New Alzheimer’s center investigates why disease impacts more women than men

Local News

LAS VEGAS (KLAS) — Women with Alzheimer’s disease outnumber men three to one and researchers still don’t completely know why.

There is no cure for Alzheimer’s, but there is evidence that the brain disease could be delayed or possibly even prevented with certain lifestyle changes.

“Like everybody at age 63, you do forget a few things here and there,” said Debbie Morton who carries the gene for Alzheimer’s.

Morton, who lives in Park City, Utah, knows she could eventually lose her memory and more just like her father who lived with Alzheimer’s for 12 years.

“By the time he died at age 87, he had no words and he could just eat and walk,” she said.

That strong genetic risk moved Morton to sign up for the new Women’s Alzheimer’s Prevention Center at the Lou Ruvo Center for Brain Health.

“We’re really looking for motivated women,” said Dr. Jessica Caldwell, Women’s Alzheimer’s Prevention Center.

Neuropsychologist Doctor Caldwell has spent years working to unlock the secrets of why women are more prone to the cognitive disorder. Age is the number one risk factor; women tend to live longer than men.
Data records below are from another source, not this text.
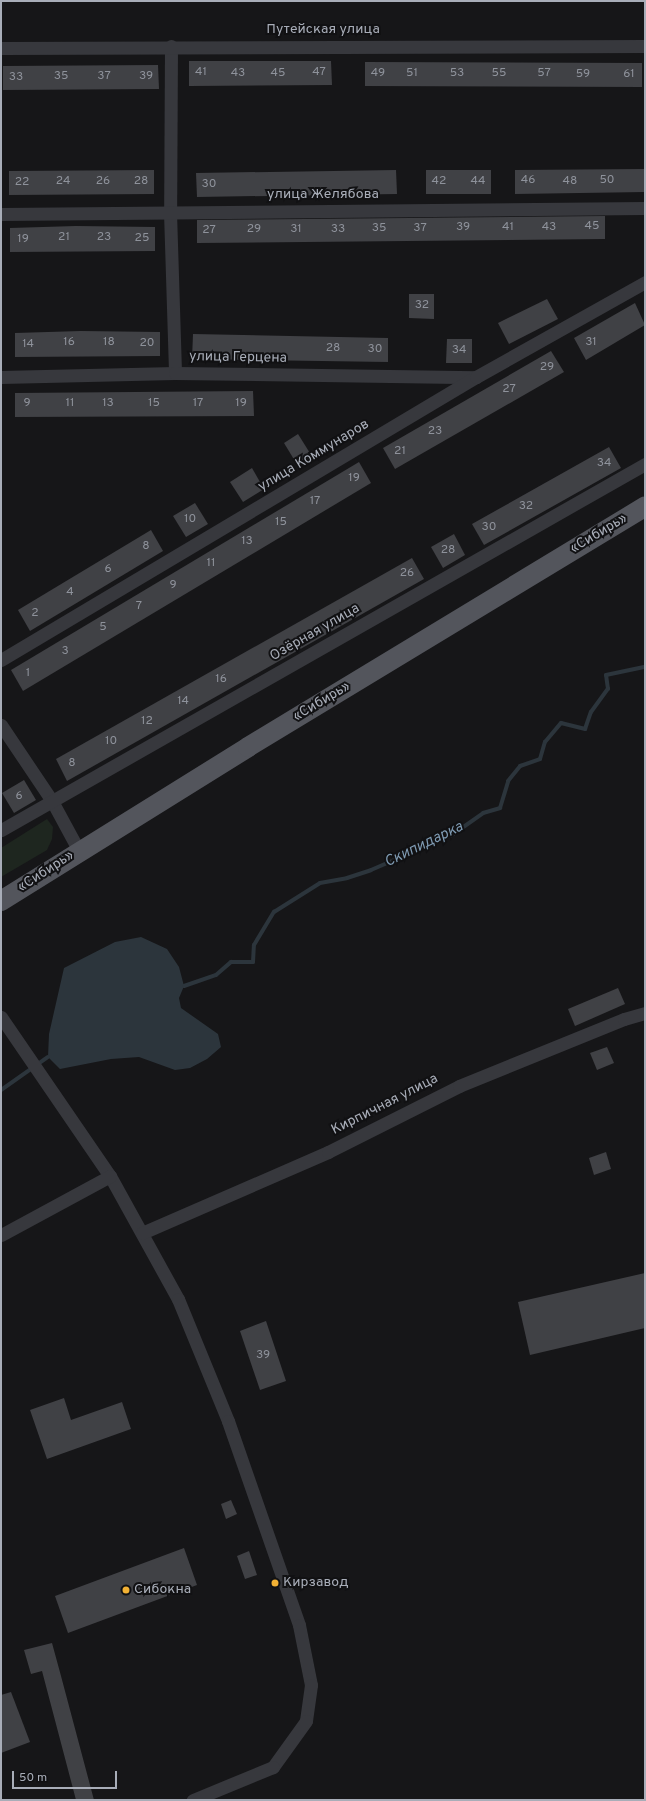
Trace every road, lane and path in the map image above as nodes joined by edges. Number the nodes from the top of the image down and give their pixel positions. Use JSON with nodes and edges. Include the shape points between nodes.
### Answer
{"nodes":[{"id":1,"x":171,"y":46,"type":"junction"},
{"id":2,"x":645,"y":46,"type":"edge"},
{"id":3,"x":1,"y":48,"type":"edge"},
{"id":4,"x":645,"y":208,"type":"edge"},
{"id":5,"x":170,"y":212,"type":"junction"},
{"id":6,"x":1,"y":214,"type":"edge"},
{"id":7,"x":645,"y":282,"type":"edge"},
{"id":8,"x":175,"y":373,"type":"junction"},
{"id":9,"x":1,"y":377,"type":"edge"},
{"id":10,"x":476,"y":377,"type":"junction"},
{"id":11,"x":645,"y":464,"type":"edge"},
{"id":12,"x":645,"y":507,"type":"edge"},
{"id":13,"x":1,"y":660,"type":"edge"},
{"id":14,"x":1,"y":726,"type":"edge"},
{"id":15,"x":52,"y":801,"type":"junction"},
{"id":16,"x":1,"y":830,"type":"edge"},
{"id":17,"x":79,"y":850,"type":"junction"},
{"id":18,"x":1,"y":901,"type":"edge"},
{"id":19,"x":645,"y":1013,"type":"edge"},
{"id":20,"x":1,"y":1017,"type":"edge"},
{"id":21,"x":110,"y":1176,"type":"junction"},
{"id":22,"x":142,"y":1233,"type":"junction"},
{"id":23,"x":1,"y":1235,"type":"edge"},
{"id":24,"x":193,"y":1800,"type":"edge"}],
"edges":[{"from":1,"to":2,"type":"street","name":"Путейская улица"},
{"from":1,"to":3,"type":"street","name":"Путейская улица"},
{"from":1,"to":5,"type":"street"},
{"from":4,"to":5,"type":"street","name":"улица Желябова"},
{"from":5,"to":6,"type":"street","name":"улица Желябова"},
{"from":5,"to":8,"type":"street"},
{"from":7,"to":10,"type":"street","name":"улица Коммунаров"},
{"from":8,"to":9,"type":"street","name":"улица Герцена"},
{"from":8,"to":10,"type":"street","name":"улица Герцена"},
{"from":10,"to":13,"type":"street","name":"улица Коммунаров"},
{"from":11,"to":15,"type":"street","name":"Озёрная улица"},
{"from":12,"to":17,"type":"main road","name":"«Сибирь»"},
{"from":14,"to":15,"type":"street"},
{"from":15,"to":16,"type":"street","name":"Озёрная улица"},
{"from":15,"to":17,"type":"street"},
{"from":17,"to":18,"type":"main road","name":"«Сибирь»"},
{"from":19,"to":22,"type":"street","name":"Кирпичная улица","via":[[624,1019],[459,1086],[328,1152]]},
{"from":20,"to":21,"type":"street"},
{"from":21,"to":22,"type":"street"},
{"from":21,"to":23,"type":"street"},
{"from":22,"to":24,"type":"street","via":[[178,1299],[228,1421],[299,1625],[311,1685],[306,1721],[273,1767]]}]}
But Caldwell knows that age is just one piece of a complicated gender puzzle. There is also good evidence menopause and differences in lifestyle play a role. Women tend to be less active than men. Brain-related effects from other diseases could also play a role such as in the case of cardiovascular conditions.

This new prevention approach addresses all mental and physical areas of a woman’s life. A thorough evaluation including cognitive testing and visits with clinic specialists is used to chart a customized roadmap for healthier daily living.

“We aren’t just giving women a simple recommendation. we’re giving a comprehensive plan for women to change their lives and one year is where that starts,” Dr. Caldwell said.

Women of all ages — from 18 to 88 — from 33 different states have applied to this one-of-a-kind prevention center. Without a cure for Alzheimer’s, being able to delay it later in life or avoid it completely would be a victory.

“Just having someone who really knows me and knows my body and is following it and my brain throughout the course is very reassuring,” Morton said.

The center has funding for three years and hopes to see nearly 400 women during that time.